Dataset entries

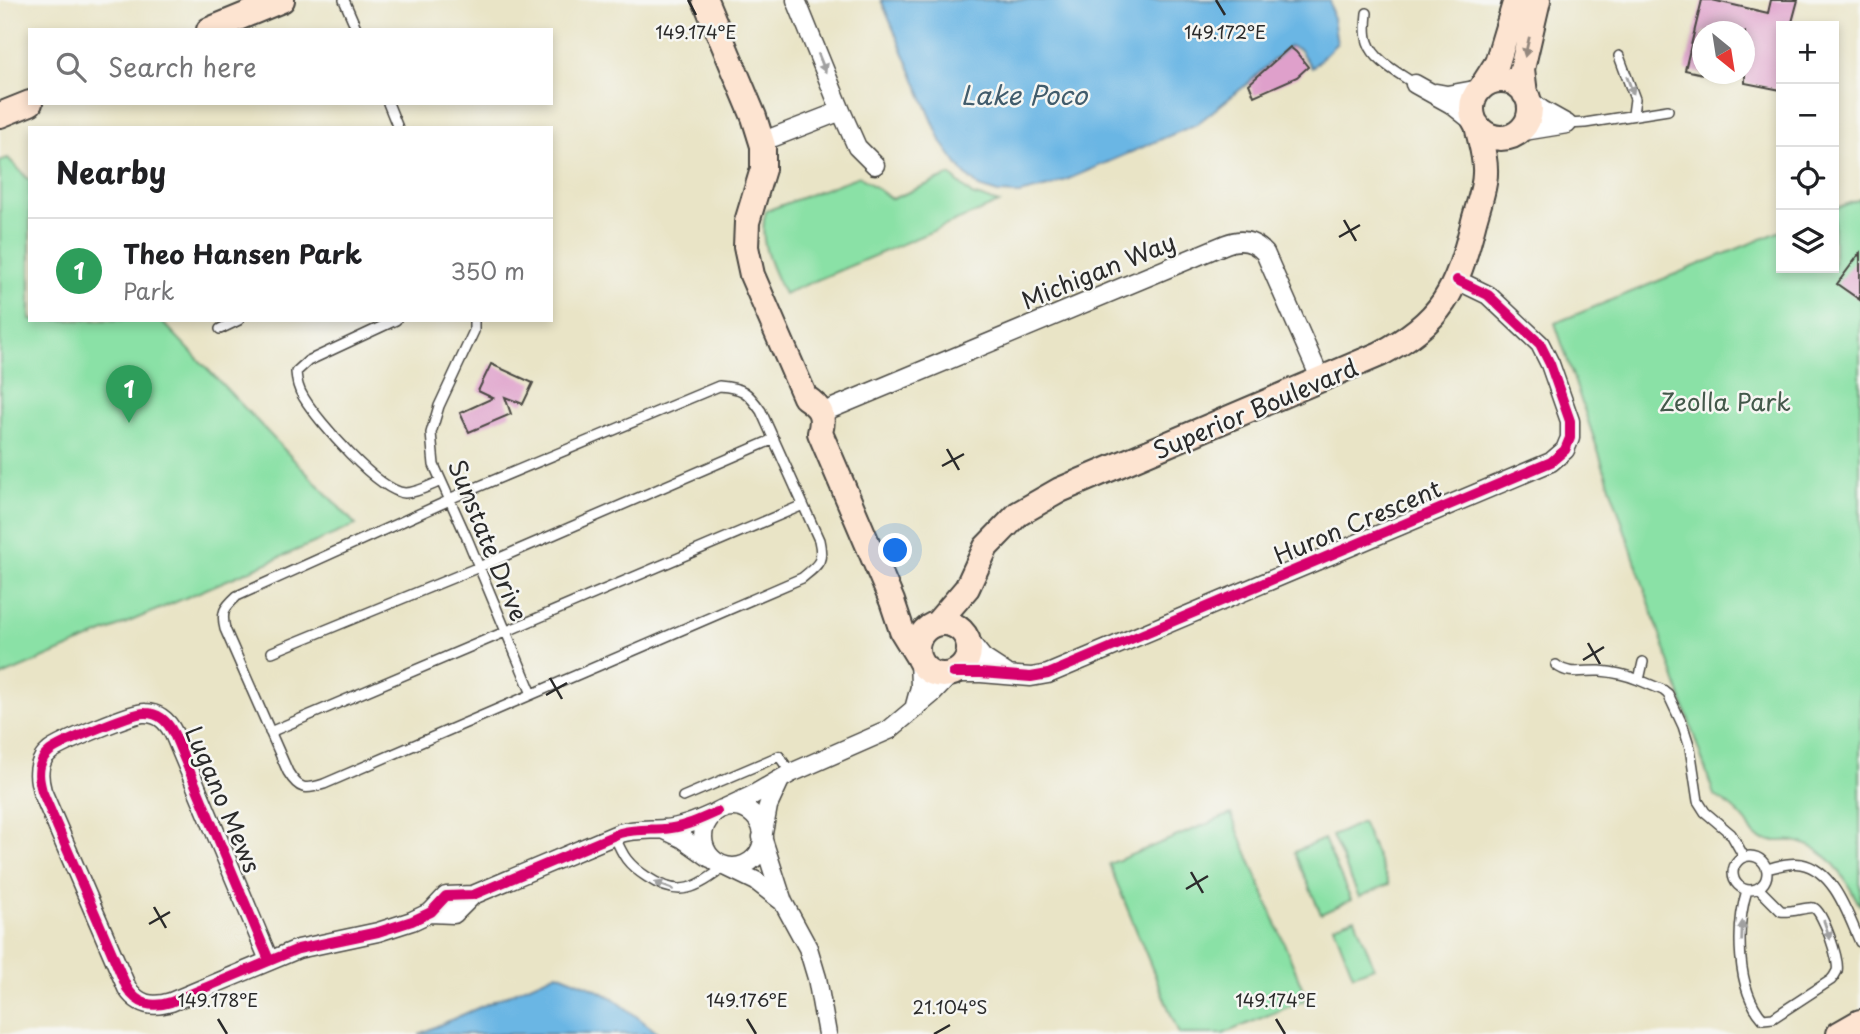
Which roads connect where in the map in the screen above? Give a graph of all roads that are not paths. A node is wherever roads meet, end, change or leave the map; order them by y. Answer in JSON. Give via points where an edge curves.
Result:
{"nodes":[{"id":1,"x":282,"y":0,"type":"edge"},
{"id":2,"x":344,"y":0,"type":"edge"},
{"id":3,"x":705,"y":0,"type":"edge"},
{"id":4,"x":796,"y":0,"type":"edge"},
{"id":5,"x":1516,"y":0,"type":"edge"},
{"id":6,"x":1538,"y":0,"type":"edge"},
{"id":7,"x":1367,"y":13,"type":"dead end"},
{"id":8,"x":214,"y":28,"type":"edge"},
{"id":9,"x":356,"y":28,"type":"edge"},
{"id":10,"x":1619,"y":56,"type":"dead end"},
{"id":11,"x":1420,"y":87,"type":"junction"},
{"id":12,"x":1481,"y":89,"type":"junction"},
{"id":13,"x":1526,"y":96,"type":"junction"},
{"id":14,"x":28,"y":104,"type":"edge"},
{"id":15,"x":389,"y":105,"type":"edge"},
{"id":16,"x":1668,"y":110,"type":"dead end"},
{"id":17,"x":841,"y":111,"type":"junction"},
{"id":18,"x":1633,"y":114,"type":"junction"},
{"id":19,"x":0,"y":115,"type":"edge"},
{"id":20,"x":1476,"y":124,"type":"junction"},
{"id":21,"x":1567,"y":124,"type":"junction"},
{"id":22,"x":397,"y":126,"type":"edge"},
{"id":23,"x":1516,"y":134,"type":"junction"},
{"id":24,"x":761,"y":140,"type":"junction"},
{"id":25,"x":875,"y":165,"type":"dead end"},
{"id":26,"x":1485,"y":179,"type":"junction"},
{"id":27,"x":1457,"y":280,"type":"junction"},
{"id":28,"x":235,"y":322,"type":"edge"},
{"id":29,"x":392,"y":322,"type":"edge"},
{"id":30,"x":474,"y":322,"type":"edge"},
{"id":31,"x":220,"y":329,"type":"dead end"},
{"id":32,"x":1321,"y":380,"type":"junction"},
{"id":33,"x":821,"y":412,"type":"junction"},
{"id":34,"x":774,"y":439,"type":"junction"},
{"id":35,"x":441,"y":481,"type":"junction"},
{"id":36,"x":450,"y":500,"type":"junction"},
{"id":37,"x":803,"y":505,"type":"junction"},
{"id":38,"x":479,"y":567,"type":"junction"},
{"id":39,"x":967,"y":588,"type":"junction"},
{"id":40,"x":892,"y":601,"type":"junction"},
{"id":41,"x":936,"y":624,"type":"junction"},
{"id":42,"x":506,"y":631,"type":"junction"},
{"id":43,"x":968,"y":639,"type":"junction"},
{"id":44,"x":272,"y":652,"type":"dead end"},
{"id":45,"x":919,"y":658,"type":"junction"},
{"id":46,"x":1643,"y":662,"type":"dead end"},
{"id":47,"x":1556,"y":665,"type":"dead end"},
{"id":48,"x":952,"y":673,"type":"junction"},
{"id":49,"x":1010,"y":675,"type":"junction"},
{"id":50,"x":1639,"y":680,"type":"junction"},
{"id":51,"x":532,"y":694,"type":"junction"},
{"id":52,"x":914,"y":709,"type":"junction"},
{"id":53,"x":270,"y":732,"type":"junction"},
{"id":54,"x":785,"y":777,"type":"junction"},
{"id":55,"x":683,"y":797,"type":"dead end"},
{"id":56,"x":720,"y":810,"type":"junction"},
{"id":57,"x":663,"y":829,"type":"junction"},
{"id":58,"x":614,"y":835,"type":"junction"},
{"id":59,"x":762,"y":836,"type":"junction"},
{"id":60,"x":1744,"y":857,"type":"junction"},
{"id":61,"x":721,"y":864,"type":"junction"},
{"id":62,"x":1767,"y":869,"type":"junction"},
{"id":63,"x":1758,"y":888,"type":"junction"},
{"id":64,"x":1747,"y":890,"type":"junction"},
{"id":65,"x":783,"y":902,"type":"junction"},
{"id":66,"x":1860,"y":942,"type":"edge"},
{"id":67,"x":269,"y":960,"type":"junction"},
{"id":68,"x":1860,"y":1022,"type":"edge"},
{"id":69,"x":827,"y":1034,"type":"edge"},
{"id":70,"x":1839,"y":1034,"type":"edge"}],
"edges":[{"from":1,"to":8,"type":"street"},
{"from":2,"to":9,"type":"lane"},
{"from":3,"to":24,"type":"street"},
{"from":4,"to":17,"type":"street","one_way":true},
{"from":5,"to":12,"type":"street","via":[[1497,63]]},
{"from":6,"to":13,"type":"street","one_way":true,"via":[[1522,69]]},
{"from":7,"to":11,"type":"lane","via":[[1372,51]]},
{"from":10,"to":18,"type":"lane","one_way":true,"via":[[1635,99]]},
{"from":11,"to":12,"type":"street","via":[[1447,94]]},
{"from":11,"to":20,"type":"street"},
{"from":12,"to":13,"type":"street","via":[[1503,80],[1514,83]]},
{"from":12,"to":20,"type":"street","via":[[1472,104]]},
{"from":13,"to":21,"type":"street"},
{"from":13,"to":23,"type":"street","via":[[1528,117]]},
{"from":14,"to":19,"type":"street"},
{"from":15,"to":22,"type":"lane"},
{"from":16,"to":18,"type":"lane"},
{"from":17,"to":24,"type":"street"},
{"from":17,"to":25,"type":"street","via":[[857,148]]},
{"from":18,"to":21,"type":"lane"},
{"from":20,"to":23,"type":"street","via":[[1491,136]]},
{"from":20,"to":26,"type":"street","name":"Superior Boulevard"},
{"from":21,"to":23,"type":"street"},
{"from":23,"to":26,"type":"street","name":"Superior Boulevard"},
{"from":24,"to":33,"type":"street","via":[[763,169],[747,222],[752,275],[805,397]]},
{"from":26,"to":27,"type":"street","name":"Superior Boulevard"},
{"from":27,"to":32,"type":"street","name":"Superior Boulevard","via":[[1436,313],[1412,336]]},
{"from":27,"to":49,"type":"street","name":"Huron Crescent","via":[[1488,295],[1540,344],[1570,421],[1566,450],[1521,475],[1055,671],[1037,677]]},
{"from":28,"to":31,"type":"lane"},
{"from":29,"to":35,"type":"lane","via":[[308,361],[296,372],[297,385],[352,458],[383,484],[404,493]]},
{"from":30,"to":35,"type":"lane","name":"Sunstate Drive","via":[[431,433],[434,465]]},
{"from":32,"to":33,"type":"street","name":"Michigan Way","via":[[1268,256],[1255,244],[1240,240]]},
{"from":32,"to":39,"type":"street","name":"Superior Boulevard","via":[[1060,490],[1018,514],[986,547]]},
{"from":33,"to":40,"type":"street","via":[[820,433]]},
{"from":34,"to":36,"type":"lane","via":[[749,394],[719,386]]},
{"from":34,"to":37,"type":"lane"},
{"from":34,"to":38,"type":"lane"},
{"from":35,"to":36,"type":"lane","name":"Sunstate Drive"},
{"from":36,"to":38,"type":"lane","name":"Sunstate Drive"},
{"from":36,"to":53,"type":"lane","via":[[237,596],[226,607],[222,617],[225,629]]},
{"from":37,"to":42,"type":"lane"},
{"from":37,"to":51,"type":"lane","via":[[822,555],[802,578]]},
{"from":38,"to":42,"type":"lane","name":"Sunstate Drive"},
{"from":38,"to":44,"type":"lane"},
{"from":39,"to":41,"type":"street","name":"Superior Boulevard"},
{"from":39,"to":43,"type":"street","name":"Superior Boulevard"},
{"from":40,"to":41,"type":"street","via":[[913,620]]},
{"from":40,"to":45,"type":"street","via":[[902,631]]},
{"from":41,"to":43,"type":"street","via":[[958,627]]},
{"from":41,"to":45,"type":"street","via":[[920,637]]},
{"from":42,"to":51,"type":"lane","name":"Sunstate Drive"},
{"from":42,"to":53,"type":"lane"},
{"from":43,"to":48,"type":"street","via":[[967,660]]},
{"from":43,"to":49,"type":"street","via":[[983,658]]},
{"from":45,"to":48,"type":"street","via":[[930,671]]},
{"from":45,"to":52,"type":"street","via":[[920,687]]},
{"from":46,"to":50,"type":"lane"},
{"from":47,"to":50,"type":"lane","via":[[1575,673],[1597,671]]},
{"from":48,"to":49,"type":"street","name":"Huron Crescent"},
{"from":48,"to":52,"type":"street"},
{"from":50,"to":60,"type":"lane","via":[[1668,695],[1690,748],[1698,801],[1731,834]]},
{"from":51,"to":53,"type":"lane","via":[[308,789],[296,784]]},
{"from":52,"to":54,"type":"street","via":[[880,735]]},
{"from":54,"to":55,"type":"lane","via":[[779,756]]},
{"from":54,"to":56,"type":"street"},
{"from":54,"to":59,"type":"street","via":[[768,806]]},
{"from":56,"to":57,"type":"street"},
{"from":56,"to":59,"type":"street","via":[[735,807],[747,811],[756,818]]},
{"from":56,"to":61,"type":"street","via":[[705,825],[702,836],[705,848]]},
{"from":57,"to":58,"type":"street"},
{"from":57,"to":61,"type":"street"},
{"from":61,"to":58,"type":"lane","one_way":true,"via":[[703,882],[681,890],[668,889],[630,865]]},
{"from":58,"to":67,"type":"street","via":[[472,895],[456,913],[429,913],[392,928]]},
{"from":59,"to":61,"type":"street","via":[[750,861],[739,866]]},
{"from":59,"to":65,"type":"street"},
{"from":60,"to":62,"type":"lane","via":[[1756,856]]},
{"from":60,"to":64,"type":"lane","via":[[1737,861],[1733,873],[1737,884]]},
{"from":61,"to":65,"type":"street","via":[[756,881]]},
{"from":62,"to":63,"type":"lane","via":[[1766,880]]},
{"from":62,"to":66,"type":"lane","via":[[1788,863],[1812,867],[1834,890]]},
{"from":63,"to":64,"type":"lane"},
{"from":63,"to":64,"type":"lane","one_way":true,"via":[[1781,911],[1816,909],[1838,962],[1831,980],[1773,1018],[1763,1019],[1757,1012],[1742,972]]},
{"from":65,"to":69,"type":"street","via":[[808,948]]},
{"from":67,"to":67,"type":"street","name":"Lugano Mews","via":[[159,1006],[133,997],[42,791],[41,762],[51,750],[131,715],[144,712],[165,720]]},
{"from":68,"to":70,"type":"street"}]}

### Aim of the exercise
Look for the string "Sunstate" in the entries above. Copy every line that has it.

### Response
{"from":30,"to":35,"type":"lane","name":"Sunstate Drive","via":[[431,433],[434,465]]},
{"from":35,"to":36,"type":"lane","name":"Sunstate Drive"},
{"from":36,"to":38,"type":"lane","name":"Sunstate Drive"},
{"from":38,"to":42,"type":"lane","name":"Sunstate Drive"},
{"from":42,"to":51,"type":"lane","name":"Sunstate Drive"},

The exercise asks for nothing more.